Cut Through The Nightmares
If it seems like my focus has been more on Dreamscaper’s thematic elements than the core gameplay, that is a testament to its quality more than an oversight. The game has been in Early Access for a while, and the developers have done a great job listening to feedback and refining their gameplay to a fine point. Just about every single quality-of-life feature and mechanic you’ve come to expect from the genre is present. These include checkpoints between boss fights, the ability to dismantle or upgrade weapons, and even a system where you can adjust the game’s difficulty in both novel and specific ways.
The enemy and level design is solid across the board as well. They range from harmless slimes to giant bull-like ogres with clubs, all with their own distinct combat patterns and weaknesses. While the levels re-use various background and vignettes, it helps represent the ethereal nature of Cassidy’s mind, of not wanting to leave areas strongly tied with comfort and familiarity, but stays engaging thanks to additional changes like hidden rooms or special challenges. As for the bosses, while they have very on the nose names like Fear or Regret, their designs are suitably surreal and off-putting like a flying mass of tentacles in a wizard hat or a living clockwork figure with flaming swords for hands.
There is even a novel elemental system that feels like something out of an immersive sim. Various weapons and abilities can inflict different kinds of elemental damage like fire, ice, lightning, or wet. But overlapping different elemental effects can lead to combined effects. Some are quite obvious like hitting an enemy with wet then electric leads to greater damage, but there are a few unexpected combos as well like combining wet and fire damage to release clouds of healing steam.
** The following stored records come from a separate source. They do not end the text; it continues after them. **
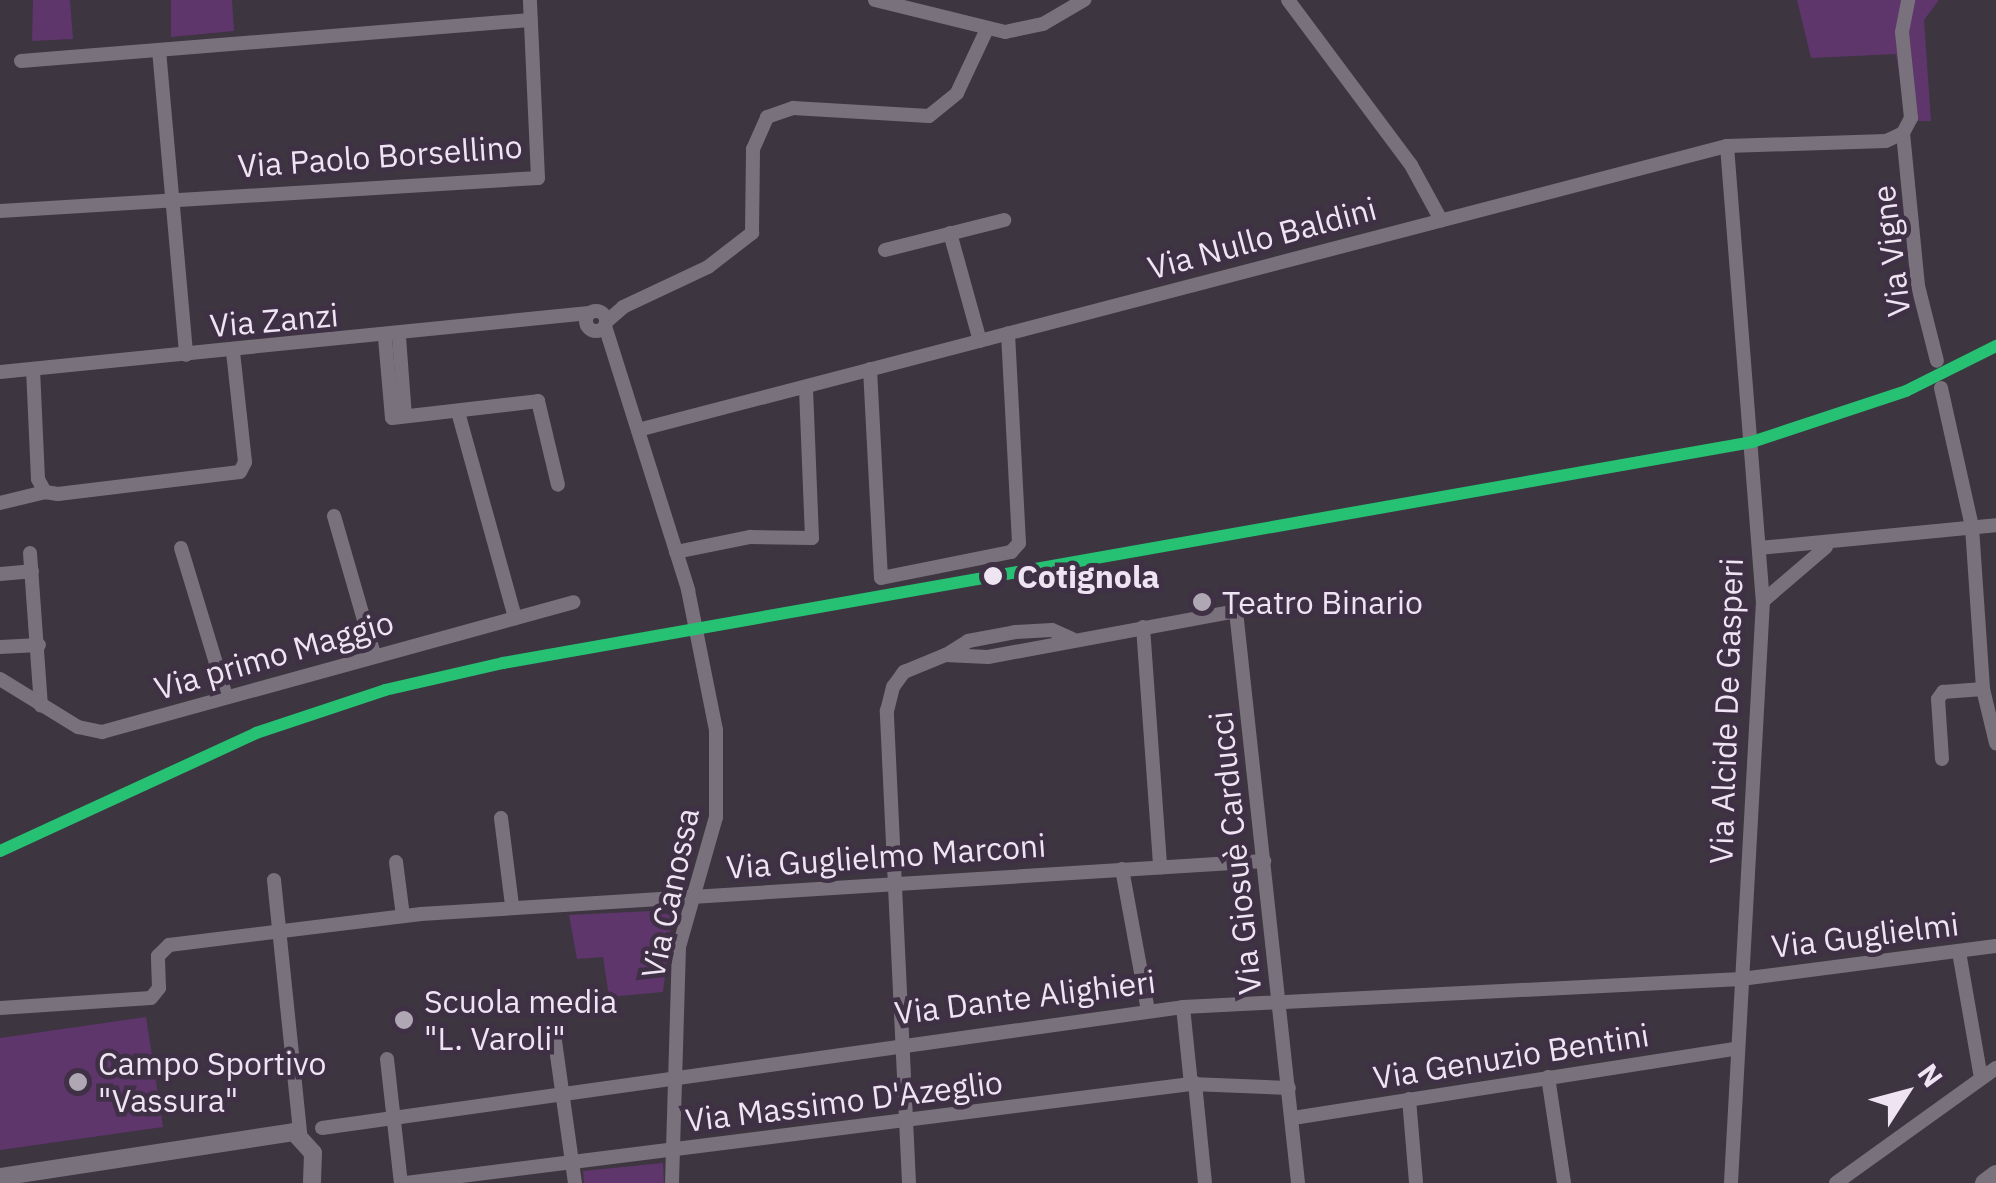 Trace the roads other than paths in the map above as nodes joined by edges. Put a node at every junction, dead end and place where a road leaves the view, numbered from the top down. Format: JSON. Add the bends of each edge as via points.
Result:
{"nodes":[{"id":1,"x":530,"y":0,"type":"edge"},
{"id":2,"x":874,"y":0,"type":"edge"},
{"id":3,"x":1084,"y":0,"type":"edge"},
{"id":4,"x":1288,"y":0,"type":"edge"},
{"id":5,"x":1908,"y":0,"type":"edge"},
{"id":6,"x":530,"y":20,"type":"junction"},
{"id":7,"x":987,"y":29,"type":"junction"},
{"id":8,"x":159,"y":50,"type":"junction"},
{"id":9,"x":21,"y":61,"type":"dead end"},
{"id":10,"x":1904,"y":134,"type":"junction"},
{"id":11,"x":1727,"y":146,"type":"junction"},
{"id":12,"x":172,"y":196,"type":"junction"},
{"id":13,"x":0,"y":211,"type":"edge"},
{"id":14,"x":1004,"y":220,"type":"dead end"},
{"id":15,"x":1441,"y":220,"type":"junction"},
{"id":16,"x":950,"y":233,"type":"junction"},
{"id":17,"x":885,"y":250,"type":"dead end"},
{"id":18,"x":596,"y":321,"type":"junction"},
{"id":19,"x":1008,"y":334,"type":"junction"},
{"id":20,"x":392,"y":337,"type":"junction"},
{"id":21,"x":980,"y":341,"type":"junction"},
{"id":22,"x":233,"y":351,"type":"junction"},
{"id":23,"x":186,"y":355,"type":"junction"},
{"id":24,"x":1937,"y":361,"type":"dead end"},
{"id":25,"x":32,"y":369,"type":"junction"},
{"id":26,"x":870,"y":369,"type":"junction"},
{"id":27,"x":0,"y":372,"type":"edge"},
{"id":28,"x":806,"y":387,"type":"junction"},
{"id":29,"x":1941,"y":388,"type":"dead end"},
{"id":30,"x":458,"y":412,"type":"junction"},
{"id":31,"x":638,"y":430,"type":"junction"},
{"id":32,"x":558,"y":485,"type":"dead end"},
{"id":33,"x":45,"y":492,"type":"junction"},
{"id":34,"x":0,"y":503,"type":"edge"},
{"id":35,"x":334,"y":516,"type":"dead end"},
{"id":36,"x":1996,"y":525,"type":"edge"},
{"id":37,"x":1972,"y":527,"type":"junction"},
{"id":38,"x":1830,"y":545,"type":"junction"},
{"id":39,"x":182,"y":548,"type":"dead end"},
{"id":40,"x":1759,"y":548,"type":"junction"},
{"id":41,"x":676,"y":552,"type":"junction"},
{"id":42,"x":30,"y":553,"type":"dead end"},
{"id":43,"x":32,"y":571,"type":"junction"},
{"id":44,"x":0,"y":574,"type":"edge"},
{"id":45,"x":1762,"y":601,"type":"junction"},
{"id":46,"x":573,"y":602,"type":"dead end"},
{"id":47,"x":515,"y":618,"type":"junction"},
{"id":48,"x":1143,"y":627,"type":"junction"},
{"id":49,"x":39,"y":645,"type":"junction"},
{"id":50,"x":0,"y":646,"type":"edge"},
{"id":51,"x":374,"y":655,"type":"junction"},
{"id":52,"x":0,"y":680,"type":"edge"},
{"id":53,"x":1988,"y":683,"type":"edge"},
{"id":54,"x":226,"y":696,"type":"junction"},
{"id":55,"x":41,"y":706,"type":"junction"},
{"id":56,"x":1996,"y":742,"type":"edge"},
{"id":57,"x":1942,"y":759,"type":"dead end"},
{"id":58,"x":501,"y":818,"type":"dead end"},
{"id":59,"x":1264,"y":861,"type":"junction"},
{"id":60,"x":396,"y":862,"type":"dead end"},
{"id":61,"x":1160,"y":866,"type":"junction"},
{"id":62,"x":1122,"y":868,"type":"junction"},
{"id":63,"x":274,"y":880,"type":"dead end"},
{"id":64,"x":898,"y":883,"type":"junction"},
{"id":65,"x":692,"y":896,"type":"junction"},
{"id":66,"x":512,"y":905,"type":"junction"},
{"id":67,"x":403,"y":916,"type":"junction"},
{"id":68,"x":281,"y":931,"type":"junction"},
{"id":69,"x":1996,"y":946,"type":"edge"},
{"id":70,"x":1959,"y":952,"type":"junction"},
{"id":71,"x":1741,"y":979,"type":"junction"},
{"id":72,"x":1279,"y":998,"type":"junction"},
{"id":73,"x":1183,"y":1007,"type":"junction"},
{"id":74,"x":0,"y":1008,"type":"edge"},
{"id":75,"x":1148,"y":1011,"type":"junction"},
{"id":76,"x":555,"y":1040,"type":"dead end"},
{"id":77,"x":906,"y":1044,"type":"junction"},
{"id":78,"x":1738,"y":1048,"type":"junction"},
{"id":79,"x":387,"y":1060,"type":"dead end"},
{"id":80,"x":1996,"y":1068,"type":"edge"},
{"id":81,"x":1548,"y":1077,"type":"junction"},
{"id":82,"x":671,"y":1078,"type":"junction"},
{"id":83,"x":1981,"y":1078,"type":"junction"},
{"id":84,"x":1193,"y":1084,"type":"junction"},
{"id":85,"x":1289,"y":1088,"type":"junction"},
{"id":86,"x":564,"y":1092,"type":"junction"},
{"id":87,"x":1409,"y":1099,"type":"junction"},
{"id":88,"x":1293,"y":1118,"type":"junction"},
{"id":89,"x":395,"y":1119,"type":"junction"},
{"id":90,"x":905,"y":1121,"type":"junction"},
{"id":91,"x":322,"y":1128,"type":"dead end"},
{"id":92,"x":300,"y":1133,"type":"junction"},
{"id":93,"x":671,"y":1150,"type":"junction"},
{"id":94,"x":572,"y":1163,"type":"junction"},
{"id":95,"x":1996,"y":1174,"type":"edge"},
{"id":96,"x":0,"y":1177,"type":"edge"},
{"id":97,"x":1298,"y":1179,"type":"edge"},
{"id":98,"x":312,"y":1183,"type":"edge"},
{"id":99,"x":400,"y":1183,"type":"edge"},
{"id":100,"x":575,"y":1183,"type":"edge"},
{"id":101,"x":672,"y":1183,"type":"edge"},
{"id":102,"x":909,"y":1183,"type":"edge"},
{"id":103,"x":1206,"y":1183,"type":"edge"},
{"id":104,"x":1279,"y":1183,"type":"edge"},
{"id":105,"x":1416,"y":1183,"type":"edge"},
{"id":106,"x":1564,"y":1183,"type":"edge"},
{"id":107,"x":1731,"y":1183,"type":"edge"},
{"id":108,"x":1836,"y":1183,"type":"edge"},
{"id":109,"x":1984,"y":1183,"type":"edge"}],
"edges":[{"from":1,"to":6,"type":"street","name":"Via Paolo Borsellino"},
{"from":2,"to":7,"type":"street"},
{"from":3,"to":7,"type":"street","via":[[1020,31]]},
{"from":4,"to":15,"type":"street","via":[[1411,165]]},
{"from":5,"to":10,"type":"street","name":"Via Vigne","via":[[1902,32],[1911,118]]},
{"from":6,"to":8,"type":"street"},
{"from":6,"to":12,"type":"street","name":"Via Paolo Borsellino","via":[[538,178]]},
{"from":7,"to":18,"type":"street","via":[[957,93],[930,116],[793,108],[767,117],[754,149],[752,233],[708,267]]},
{"from":8,"to":9,"type":"street"},
{"from":8,"to":12,"type":"street"},
{"from":10,"to":11,"type":"street","name":"Via Nullo Baldini","via":[[1886,141]]},
{"from":10,"to":24,"type":"street","name":"Via Vigne","via":[[1918,286]]},
{"from":11,"to":15,"type":"street","name":"Via Nullo Baldini"},
{"from":11,"to":40,"type":"street","name":"Via Alcide De Gasperi"},
{"from":12,"to":13,"type":"street"},
{"from":12,"to":23,"type":"street"},
{"from":14,"to":16,"type":"street"},
{"from":15,"to":19,"type":"street","name":"Via Nullo Baldini"},
{"from":16,"to":17,"type":"street"},
{"from":16,"to":21,"type":"street"},
{"from":18,"to":20,"type":"street","name":"Via Zanzi","via":[[552,317]]},
{"from":18,"to":31,"type":"street","name":"Via Canossa","via":[[621,371]]},
{"from":19,"to":21,"type":"street","name":"Via Nullo Baldini"},
{"from":19,"to":26,"type":"street","via":[[1019,542],[1011,552],[881,578]]},
{"from":20,"to":22,"type":"street","name":"Via Zanzi"},
{"from":20,"to":30,"type":"street","via":[[399,417]]},
{"from":21,"to":26,"type":"street","name":"Via Nullo Baldini"},
{"from":22,"to":23,"type":"street","name":"Via Zanzi"},
{"from":22,"to":33,"type":"street","via":[[245,462],[240,472]]},
{"from":23,"to":25,"type":"street","name":"Via Zanzi"},
{"from":25,"to":27,"type":"street","name":"Via Zanzi"},
{"from":25,"to":33,"type":"street","via":[[38,480]]},
{"from":26,"to":28,"type":"street","name":"Via Nullo Baldini"},
{"from":28,"to":31,"type":"street","name":"Via Nullo Baldini"},
{"from":28,"to":41,"type":"street","via":[[812,538],[750,537]]},
{"from":29,"to":37,"type":"street"},
{"from":30,"to":32,"type":"street","via":[[538,401]]},
{"from":30,"to":47,"type":"street"},
{"from":31,"to":41,"type":"street","name":"Via Canossa"},
{"from":33,"to":34,"type":"street"},
{"from":35,"to":51,"type":"street"},
{"from":36,"to":37,"type":"street"},
{"from":37,"to":38,"type":"street"},
{"from":37,"to":53,"type":"street"},
{"from":38,"to":40,"type":"street"},
{"from":38,"to":45,"type":"street","via":[[1779,580]]},
{"from":39,"to":54,"type":"street"},
{"from":40,"to":45,"type":"street","name":"Via Alcide De Gasperi"},
{"from":41,"to":65,"type":"street","name":"Via Canossa","via":[[716,730],[716,817]]},
{"from":42,"to":43,"type":"street"},
{"from":43,"to":44,"type":"street"},
{"from":43,"to":49,"type":"street"},
{"from":45,"to":71,"type":"street","name":"Via Alcide De Gasperi"},
{"from":46,"to":47,"type":"street","name":"Via primo Maggio"},
{"from":47,"to":51,"type":"street","name":"Via primo Maggio"},
{"from":48,"to":59,"type":"street","name":"Via Giosuè Carducci","via":[[1236,611]]},
{"from":48,"to":61,"type":"street"},
{"from":48,"to":64,"type":"street","via":[[1073,640],[1052,630],[1015,632],[968,641],[904,672],[887,711]]},
{"from":49,"to":50,"type":"street"},
{"from":49,"to":55,"type":"street"},
{"from":51,"to":54,"type":"street","name":"Via primo Maggio"},
{"from":52,"to":55,"type":"street","name":"Via primo Maggio"},
{"from":53,"to":56,"type":"street"},
{"from":53,"to":57,"type":"street","via":[[1943,692],[1938,699]]},
{"from":54,"to":55,"type":"street","name":"Via primo Maggio","via":[[102,732]]},
{"from":58,"to":66,"type":"street"},
{"from":59,"to":61,"type":"street","name":"Via Guglielmo Marconi"},
{"from":59,"to":72,"type":"street","name":"Via Giosuè Carducci"},
{"from":60,"to":67,"type":"street"},
{"from":61,"to":62,"type":"street","name":"Via Guglielmo Marconi"},
{"from":62,"to":64,"type":"street","name":"Via Guglielmo Marconi"},
{"from":62,"to":75,"type":"street"},
{"from":63,"to":68,"type":"street"},
{"from":64,"to":65,"type":"street","name":"Via Guglielmo Marconi"},
{"from":64,"to":77,"type":"street"},
{"from":65,"to":66,"type":"street","name":"Via Guglielmo Marconi"},
{"from":65,"to":82,"type":"street","name":"Via Canossa","via":[[679,947]]},
{"from":66,"to":67,"type":"street","name":"Via Guglielmo Marconi"},
{"from":67,"to":68,"type":"street","name":"Via Guglielmo Marconi"},
{"from":68,"to":74,"type":"street","name":"Via Guglielmo Marconi","via":[[165,946],[152,998]]},
{"from":68,"to":92,"type":"street"},
{"from":69,"to":70,"type":"street","name":"Via Guglielmi"},
{"from":70,"to":71,"type":"street","name":"Via Guglielmi"},
{"from":70,"to":83,"type":"street"},
{"from":71,"to":72,"type":"street","name":"Via Dante Alighieri"},
{"from":71,"to":78,"type":"street","name":"Via Alcide De Gasperi"},
{"from":72,"to":73,"type":"street","name":"Via Dante Alighieri"},
{"from":72,"to":85,"type":"street","name":"Via Giosuè Carducci"},
{"from":73,"to":75,"type":"street","name":"Via Dante Alighieri"},
{"from":73,"to":84,"type":"street"},
{"from":75,"to":77,"type":"street","name":"Via Dante Alighieri"},
{"from":76,"to":86,"type":"street"},
{"from":77,"to":82,"type":"street","name":"Via Dante Alighieri"},
{"from":77,"to":90,"type":"street"},
{"from":78,"to":81,"type":"street","name":"Via Genuzio Bentini"},
{"from":78,"to":107,"type":"street","name":"Via Alcide De Gasperi"},
{"from":79,"to":89,"type":"street"},
{"from":80,"to":83,"type":"street"},
{"from":81,"to":87,"type":"street","name":"Via Genuzio Bentini"},
{"from":81,"to":106,"type":"street"},
{"from":82,"to":86,"type":"street","name":"Via Dante Alighieri"},
{"from":82,"to":93,"type":"street","name":"Via Canossa"},
{"from":83,"to":108,"type":"street"},
{"from":84,"to":85,"type":"street","name":"Via Massimo D'Azeglio"},
{"from":84,"to":90,"type":"street","name":"Via Massimo D'Azeglio"},
{"from":84,"to":103,"type":"street"},
{"from":85,"to":88,"type":"street","name":"Via Giosuè Carducci"},
{"from":86,"to":89,"type":"street","name":"Via Dante Alighieri"},
{"from":86,"to":94,"type":"street"},
{"from":87,"to":88,"type":"street","name":"Via Genuzio Bentini"},
{"from":87,"to":105,"type":"street"},
{"from":88,"to":97,"type":"street","name":"Via Giosuè Carducci"},
{"from":89,"to":91,"type":"street","name":"Via Dante Alighieri"},
{"from":89,"to":99,"type":"street"},
{"from":90,"to":93,"type":"street","name":"Via Massimo D'Azeglio"},
{"from":90,"to":102,"type":"street"},
{"from":92,"to":96,"type":"street"},
{"from":92,"to":98,"type":"street","via":[[313,1152]]},
{"from":93,"to":94,"type":"street","name":"Via Massimo D'Azeglio"},
{"from":93,"to":101,"type":"street","name":"Via Canossa"},
{"from":94,"to":99,"type":"street","name":"Via Massimo D'Azeglio"},
{"from":94,"to":100,"type":"street"},
{"from":95,"to":109,"type":"street"},
{"from":97,"to":104,"type":"street"}]}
The combat itself is a great mix of hack-and-slash fun. There’s a Devil May Cry style combo system where hitting the attack button at certain pauses in your strikes open up different combo chains. There’s a reliable and rewarding dodge roll and parry mechanic where you can reflect projectiles and stun enemies. Even the weapon variety is impressive as it goes from the mundane like yo-yos and supersoakers to the more exotic like telekinesis and earthbending.
If there is a problem I have with the combat, it mostly comes down to feedback. Whenever a hit connected, it felt muted and hollow. Not helping this are the attack animations that make Cassidy look like she’s moving through water. Arguably the worst offender in lacking juice are the bombs, which in raw terms are devastating and powerful but look and sound like a bell ringing through shrink wrap. I get the impression this was a stylistic choice, a way to express that detached nature of it all being a dream. While this is a delightful and coherent design and fits the overall tone of the game, it still sends me mixed messages as a player when I’m expecting more overt audiovisual feedback to my actions.
Dreamscaper | Final Thoughts
Dreamscaper manages to mesh the structure of a roguelike with the sharp writing of a slow boil character drama. While there are a few quirks to the combat, the mix of social elements and persistent themes of self-actualization and moving on with change come off aces. If you enjoy modern roguelikes but wish there was a bit more character and personality going on with the main cast, this is one to look into hands down.
TechRaptor reviewed Dreamscaper on PC with a code provided by the publisher. It is also available on Nintendo Switch.